La Sainte-Baume

 

Dieu ! quel tableau ! qu’il est vaste et sublime !

De mon œil enchanté rien ne borne l’essor :

            Ici la mer n’a point de bord ;

Là, ces monts entassés me dérobent leur cime.

Ramenons mes regards, quels sites j’aperçois !

Quelle main a creusé ces abîmes terribles 1 !

            Mille objets viennent à la fois

M’effrayer, me charmer de leurs beautés horribles.
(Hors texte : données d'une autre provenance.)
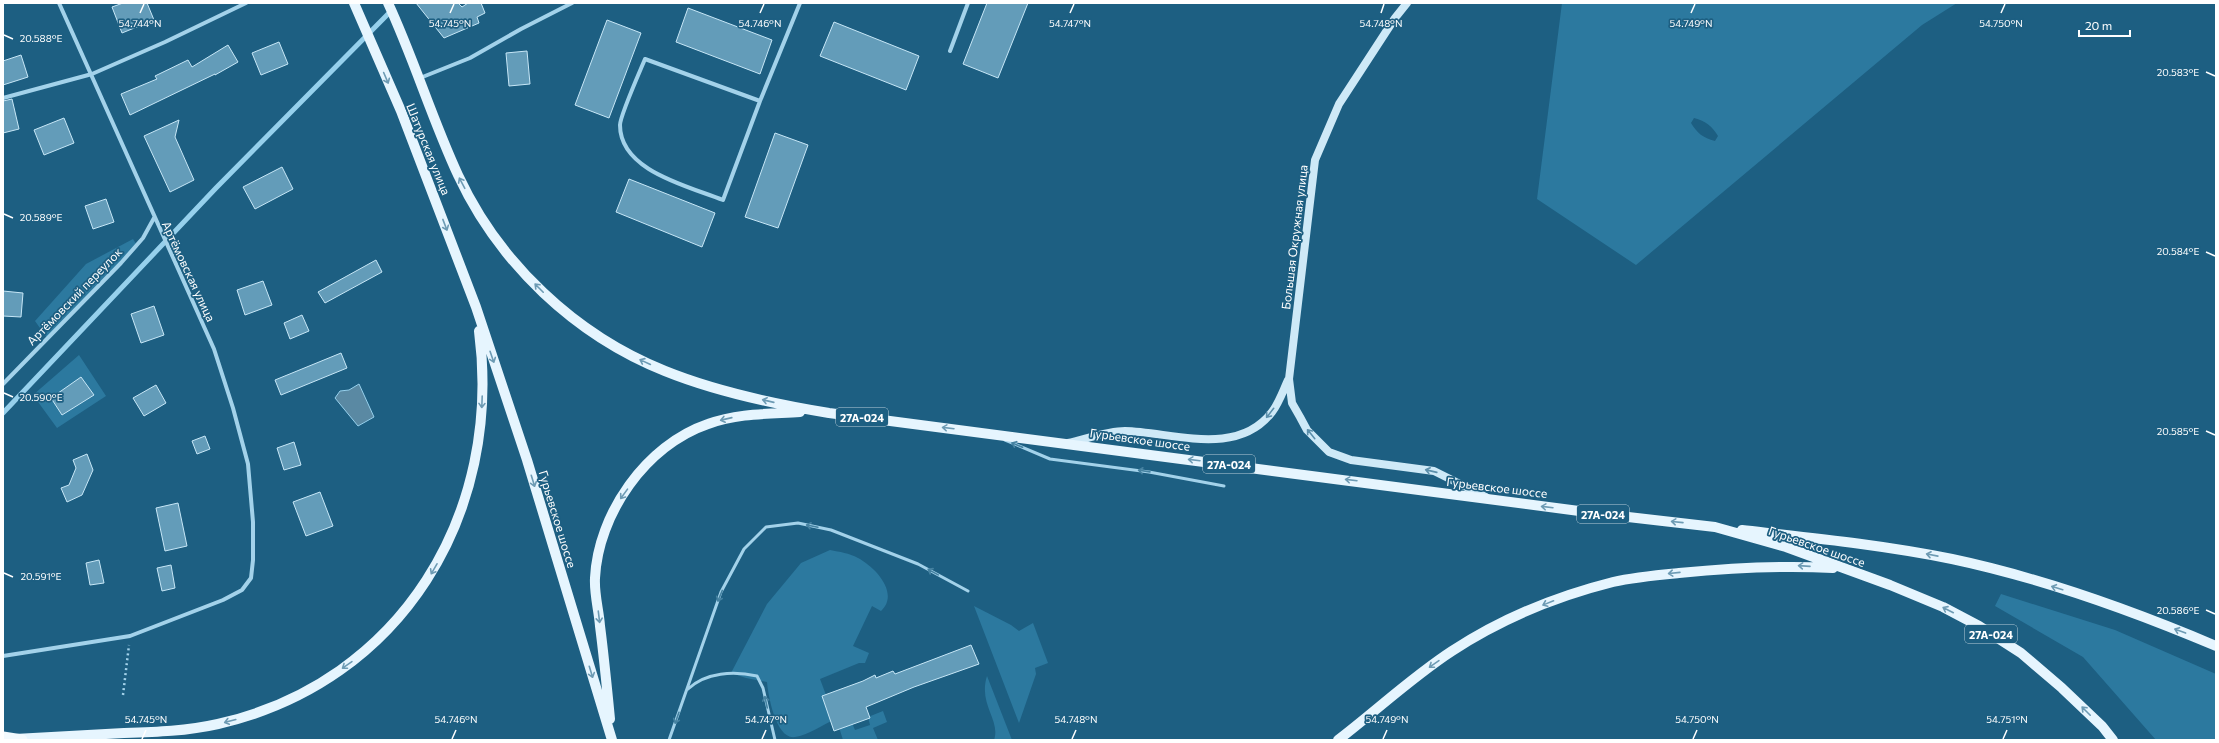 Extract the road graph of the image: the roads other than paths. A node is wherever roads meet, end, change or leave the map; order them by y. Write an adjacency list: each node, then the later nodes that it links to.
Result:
1 (59, 3): 10 (street, Артёмовская улица)
2 (246, 3): 10 (street)
3 (354, 3): 15 (main road, Шатурская улица, one-way to 15)
4 (388, 3): 11 (main road, Шатурская улица)
5 (572, 3): 11 (street)
6 (800, 3): 13 (street)
7 (968, 3): 9 (street)
8 (1407, 3): 16 (main road, Большая Окружная улица)
9 (950, 51)
10 (92, 74): 12 (street); 14 (street, Артёмовская улица)
11 (420, 78): 18 (main road, Шатурская улица, one-way to 11)
12 (3, 98)
13 (760, 100): 13 (street)
14 (154, 218): 17 (street, Артёмовский переулок); 27 (street, Артёмовская улица)
15 (476, 307): 29 (main road, one-way to 29); 30 (main road, Гурьевское шоссе, one-way to 30)
16 (1289, 379): 20 (main road, one-way to 20); 22 (main road, one-way to 16)
17 (3, 384)
18 (820, 412): 19 (main road, Гурьевское шоссе / 27А-024, one-way to 18); 30 (main road, one-way to 30)
19 (987, 433): 20 (main road, Гурьевское шоссе / 27А-024); 21 (lane, one-way to 19)
20 (1068, 443): 22 (main road, Гурьевское шоссе / 27А-024, one-way to 20)
21 (1224, 486)
22 (1491, 500): 23 (main road, Гурьевское шоссе / 27А-024, one-way to 22)
23 (1715, 527): 24 (main road, Гурьевское шоссе / 27А-024); 26 (main road, one-way to 23)
24 (1843, 569): 33 (main road, one-way to 33); 34 (main road, Гурьевское шоссе / 27А-024, one-way to 24)
25 (968, 591): 28 (lane, one-way to 28)
26 (2216, 646)
27 (3, 656)
28 (687, 689): 31 (lane, one-way to 31); 32 (lane, one-way to 28)
29 (13, 739)
30 (612, 740)
31 (669, 740)
32 (775, 740)
33 (1338, 740)
34 (2113, 740)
            Voyez ces arbres attachés

Aux fentes de ce mont tout noir de cicatrices ;

Et plus bas ces vieux rocs par la foudre arrachés,

            Jonchant le fond des précipices !

Pour changer de plaisir, je détourne les yeux ;

Je fixe avec respect ce bois religieux 2

Dont la feuille protège une plaine fleurie,

            Et qui, sous un riant berceau,

            Me laisse entrevoir un ruisseau

            Caressant la jeune prairie.

Ces pins audacieux que la mousse a couverts,

            Naquirent avec l’univers :

            Eux seuls ont pu rendre inutile

      Le feu du ciel et l’effort des autans ;

            Ils ont lassé la faux du temps :

Vingt États ont croulé.... leur trône est immobile.

            C’est ici, c’est dans ce séjour

            Qu’une fameuse pécheresse

Punit de ses erreurs le scandale et l’ivresse ;

 

.   .   .   .   .   .   .   .   .   .   .   .   .   .   .   .   .   .   .   .   

 

      Tout répéta dans ce désert immense

Les soupirs de son cœur de repentir brisé ;

            Chaque rocher fut arrosé

            Des larmes de sa pénitence.

            Va ces soupirs sont entendus,

            Ta douleur ne sera pas vaine ;

      Aux yeux du ciel, heureuse Magdeleine !

Tes remords valent mieux que toutes nos vertus.

      Des potentats entourés de leur gloire 3

Dans ta grotte ont porté le faste des grandeurs ;

Mais tu fus sur la roche, humide de tes pleurs,

Plus grande que ces rois sur leur char de victoire.

            De l’odeur de ta sainteté

            Tu remplis ce désert sauvage.

Le mondain qui le voit est surpris d’être sage

Et d’aimer les rigueurs de ton austérité,

Dieu ! quel charme inconnu ! quelle sérénité !

Des viles passions ici le règne expire,

Leur souffle empoisonné n’infecte point ces lieux ;

Ici, le cœur est pur comme l’air qu’on respire.

On y sent l’avant-goût des voluptés des cieux.

      Heureuse l’âme à prier assidue,

Qui, loin des faux attraits d’un monde corrompu,

Vient dans cette retraite assurer sa vertu,

      Ou la pleurer après l’avoir perdue.

 

 

 

Hyacinthe MOREL.

 

Recueilli dans

Choix de poésies morales

et religieuses, 1837.

 

 

 

1. Au-dessous de Saint-Pilon, du côté du nord.

2. La Sainte-Baume est située au nord de Toulon.

3. Plusieurs princes, notamment Louis XIV, qui visita la Sainte-Baume avec une partie de sa cour au mois de février 1660.